C# people tend to use lambda to mean lambdas, closures and sometimes anonymous functions.

Javascript people use closure to mean lambdas, closures and sometimes anonymous functions.

Ask two programmers the difference between lambdas, closures and anonymous functions and be prepared for a different and probably wrong explanation from most of them.

Including me.

And that's the only reason you don't know what a closure is, if you hung out around javascript programmers a bit more in RL or online you'd have heard it constantly.

If it was described to you, you'd know what it is.


Yeah, it's language sugar to capture variables (including automatics) from an outer scope and make them available to an anonymous function. This may involve copying the variables to other storage (e.g. to heap) if the anonymous function will be run outside the context of its caller.

Also, the language may, if it provides some sugar to allow the anonymous function to appear to return to the caller, e.g. through async/yield/co-routine type semantics, also transparently copy back the variables to the callers' locations.

As per another commentator, 'lambdas', 'closures' and 'anonymous functions' are used equivalently by different people and/or fields.

As a C programmer primarily, I was long confused why higher-level programmers went on about "closures". They're nothing special, we do this kind of stuff in C all the time. We have to do it by hand ourselves, the language doesn't give us shortcuts. It's not really mysterious and we don't have fancy names for it. Sometimes I wonder if the reason some higher-level programmers treat these things so reverentially is, perhaps, because there is an element of mysticism to it, borne of lack of understanding of what is happening "under the hood"?


Which is why when I want to know that you actually understand something as basic as closures in Javascript, I don't ask for the definition. I ask you to demonstrate it.

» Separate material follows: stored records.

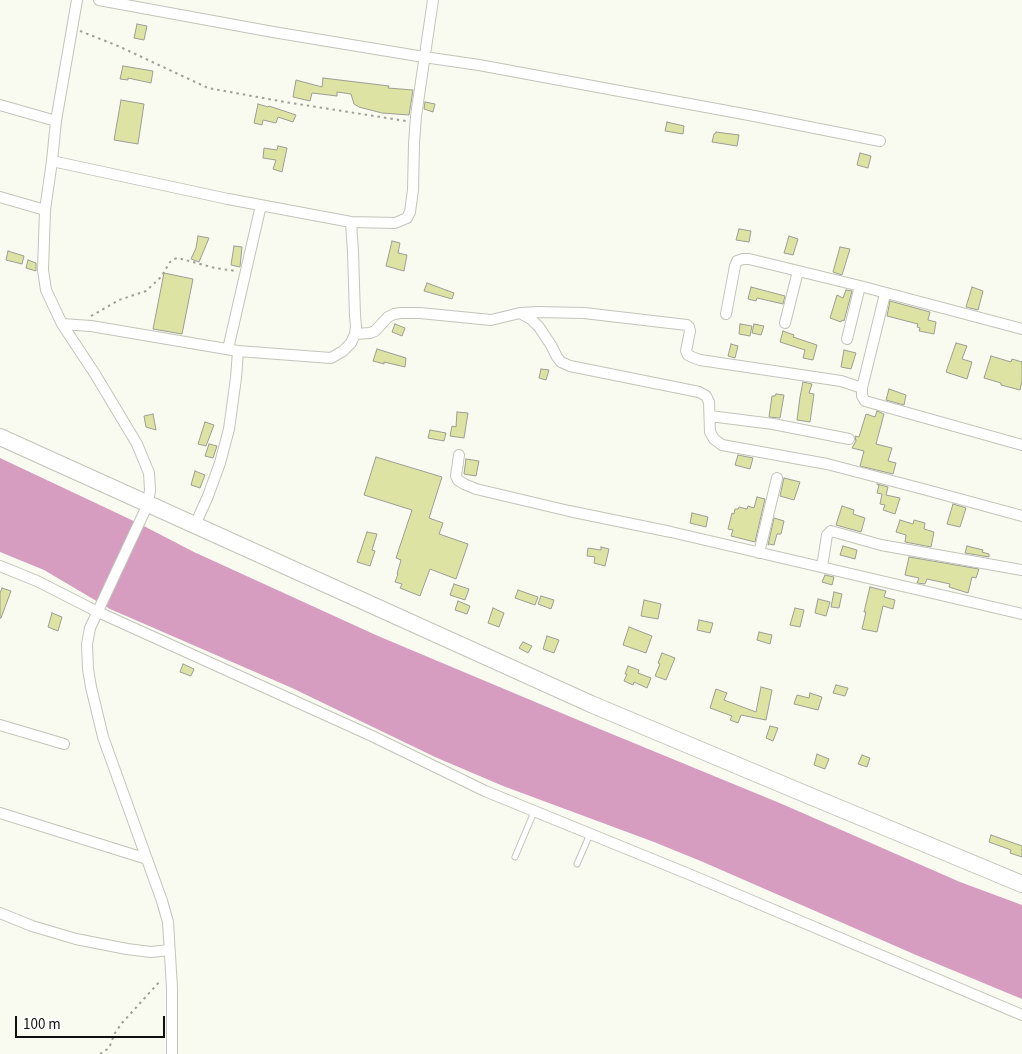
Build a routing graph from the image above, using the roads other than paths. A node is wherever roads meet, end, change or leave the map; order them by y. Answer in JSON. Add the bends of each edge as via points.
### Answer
{"nodes":[{"id":1,"x":76,"y":0,"type":"edge"},
{"id":2,"x":99,"y":0,"type":"edge"},
{"id":3,"x":433,"y":0,"type":"edge"},
{"id":4,"x":424,"y":57,"type":"junction"},
{"id":5,"x":0,"y":105,"type":"edge"},
{"id":6,"x":56,"y":121,"type":"junction"},
{"id":7,"x":880,"y":141,"type":"dead end"},
{"id":8,"x":52,"y":161,"type":"junction"},
{"id":9,"x":0,"y":198,"type":"edge"},
{"id":10,"x":261,"y":205,"type":"junction"},
{"id":11,"x":45,"y":210,"type":"junction"},
{"id":12,"x":351,"y":222,"type":"junction"},
{"id":13,"x":798,"y":271,"type":"junction"},
{"id":14,"x":860,"y":286,"type":"junction"},
{"id":15,"x":885,"y":294,"type":"junction"},
{"id":16,"x":520,"y":313,"type":"junction"},
{"id":17,"x":726,"y":314,"type":"dead end"},
{"id":18,"x":785,"y":323,"type":"dead end"},
{"id":19,"x":62,"y":324,"type":"junction"},
{"id":20,"x":1022,"y":329,"type":"edge"},
{"id":21,"x":355,"y":334,"type":"junction"},
{"id":22,"x":847,"y":339,"type":"dead end"},
{"id":23,"x":233,"y":350,"type":"junction"},
{"id":24,"x":862,"y":388,"type":"junction"},
{"id":25,"x":710,"y":416,"type":"junction"},
{"id":26,"x":0,"y":437,"type":"edge"},
{"id":27,"x":850,"y":438,"type":"dead end"},
{"id":28,"x":1022,"y":445,"type":"edge"},
{"id":29,"x":459,"y":454,"type":"dead end"},
{"id":30,"x":777,"y":478,"type":"dead end"},
{"id":31,"x":146,"y":509,"type":"junction"},
{"id":32,"x":1022,"y":516,"type":"edge"},
{"id":33,"x":194,"y":525,"type":"junction"},
{"id":34,"x":759,"y":553,"type":"junction"},
{"id":35,"x":0,"y":566,"type":"edge"},
{"id":36,"x":822,"y":567,"type":"junction"},
{"id":37,"x":1022,"y":570,"type":"edge"},
{"id":38,"x":99,"y":610,"type":"junction"},
{"id":39,"x":1022,"y":614,"type":"edge"},
{"id":40,"x":0,"y":724,"type":"edge"},
{"id":41,"x":64,"y":744,"type":"dead end"},
{"id":42,"x":534,"y":811,"type":"junction"},
{"id":43,"x":0,"y":813,"type":"edge"},
{"id":44,"x":590,"y":834,"type":"junction"},
{"id":45,"x":515,"y":857,"type":"dead end"},
{"id":46,"x":147,"y":859,"type":"junction"},
{"id":47,"x":577,"y":864,"type":"dead end"},
{"id":48,"x":1022,"y":884,"type":"edge"},
{"id":49,"x":0,"y":913,"type":"edge"},
{"id":50,"x":170,"y":950,"type":"junction"},
{"id":51,"x":1022,"y":1015,"type":"edge"},
{"id":52,"x":172,"y":1054,"type":"edge"}],
"edges":[{"from":1,"to":6,"type":"street"},
{"from":2,"to":4,"type":"street"},
{"from":3,"to":4,"type":"street"},
{"from":4,"to":7,"type":"street"},
{"from":4,"to":12,"type":"street","via":[[410,212],[407,218],[394,223]]},
{"from":5,"to":6,"type":"street"},
{"from":6,"to":8,"type":"street"},
{"from":8,"to":10,"type":"street"},
{"from":8,"to":11,"type":"street"},
{"from":9,"to":11,"type":"street"},
{"from":10,"to":12,"type":"street"},
{"from":10,"to":23,"type":"street"},
{"from":11,"to":19,"type":"street","via":[[42,270],[46,290]]},
{"from":12,"to":21,"type":"street"},
{"from":13,"to":14,"type":"street"},
{"from":13,"to":17,"type":"street","via":[[749,259],[737,261]]},
{"from":13,"to":18,"type":"street"},
{"from":14,"to":15,"type":"street"},
{"from":14,"to":22,"type":"street"},
{"from":15,"to":20,"type":"street"},
{"from":15,"to":24,"type":"street"},
{"from":16,"to":21,"type":"street","via":[[491,320],[401,313],[388,317],[370,333]]},
{"from":16,"to":24,"type":"street","via":[[584,312],[687,326],[690,331],[686,351],[700,360],[841,381]]},
{"from":16,"to":25,"type":"street","via":[[539,327],[562,362],[699,392],[709,402]]},
{"from":19,"to":23,"type":"street","via":[[101,327]]},
{"from":19,"to":31,"type":"street","via":[[137,444],[149,473]]},
{"from":21,"to":23,"type":"street","via":[[343,352],[331,358]]},
{"from":23,"to":33,"type":"street","via":[[232,404],[225,446]]},
{"from":24,"to":28,"type":"street","via":[[865,401]]},
{"from":25,"to":27,"type":"street"},
{"from":25,"to":32,"type":"street","via":[[710,432],[722,445],[827,464]]},
{"from":26,"to":31,"type":"main road"},
{"from":29,"to":34,"type":"street","via":[[456,476],[476,489]]},
{"from":30,"to":34,"type":"street"},
{"from":31,"to":33,"type":"main road"},
{"from":31,"to":38,"type":"street"},
{"from":33,"to":48,"type":"main road","via":[[591,704]]},
{"from":34,"to":36,"type":"street"},
{"from":35,"to":38,"type":"street"},
{"from":36,"to":37,"type":"street","via":[[826,534],[831,532],[881,545]]},
{"from":36,"to":39,"type":"street"},
{"from":38,"to":42,"type":"street","via":[[484,791]]},
{"from":38,"to":46,"type":"street","via":[[86,644],[90,687],[103,737]]},
{"from":40,"to":41,"type":"street"},
{"from":42,"to":44,"type":"street"},
{"from":42,"to":45,"type":"lane"},
{"from":43,"to":46,"type":"street"},
{"from":44,"to":47,"type":"lane"},
{"from":44,"to":51,"type":"street"},
{"from":46,"to":50,"type":"street","via":[[168,922]]},
{"from":49,"to":50,"type":"street","via":[[76,939],[151,952]]},
{"from":50,"to":52,"type":"street"}]}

But if you don't know what it's called, or what the term means, then you're not going to be able to do that either.


I don't think everyone agrees, but I think usually, a closure refers to the implementation of that concept, and not the concept itself. The implementation being a pair of the static code alongside the captured environment.

Also, I think most would agree that if the "higher scope" is the global scope, then it isn't actually a closure. For example, C functions can access globals, but C has no closures (barring various extensions).


You've never passed a callback to a JS function?


That's an anonymous function not a closure. A closure references non-local environments and can "access those non-local variables even when invoked outside of its immediate lexical scope" as Wikipedia puts.


I don't understand your contradiction to the parent poster. All JavaScript functions are closures, including anonymous functions that don't reference any lexically-scoped variables, and even named functions at the top level, which close over the global environment[1]. Also, callback functions don't have to be anonymous functions, you can just as easily pass named functions.

1: http://javascriptweblog.wordpress.com/2010/10/25/understandi...


I know that confusing anonymous functions with closures is a common misconception. I also know that callback functions don't need to be anonymous, but a lot of the times they are, at least in the JavaScript code that I've seen.

Thank you for the clarification that all JavaScript functions are closures though.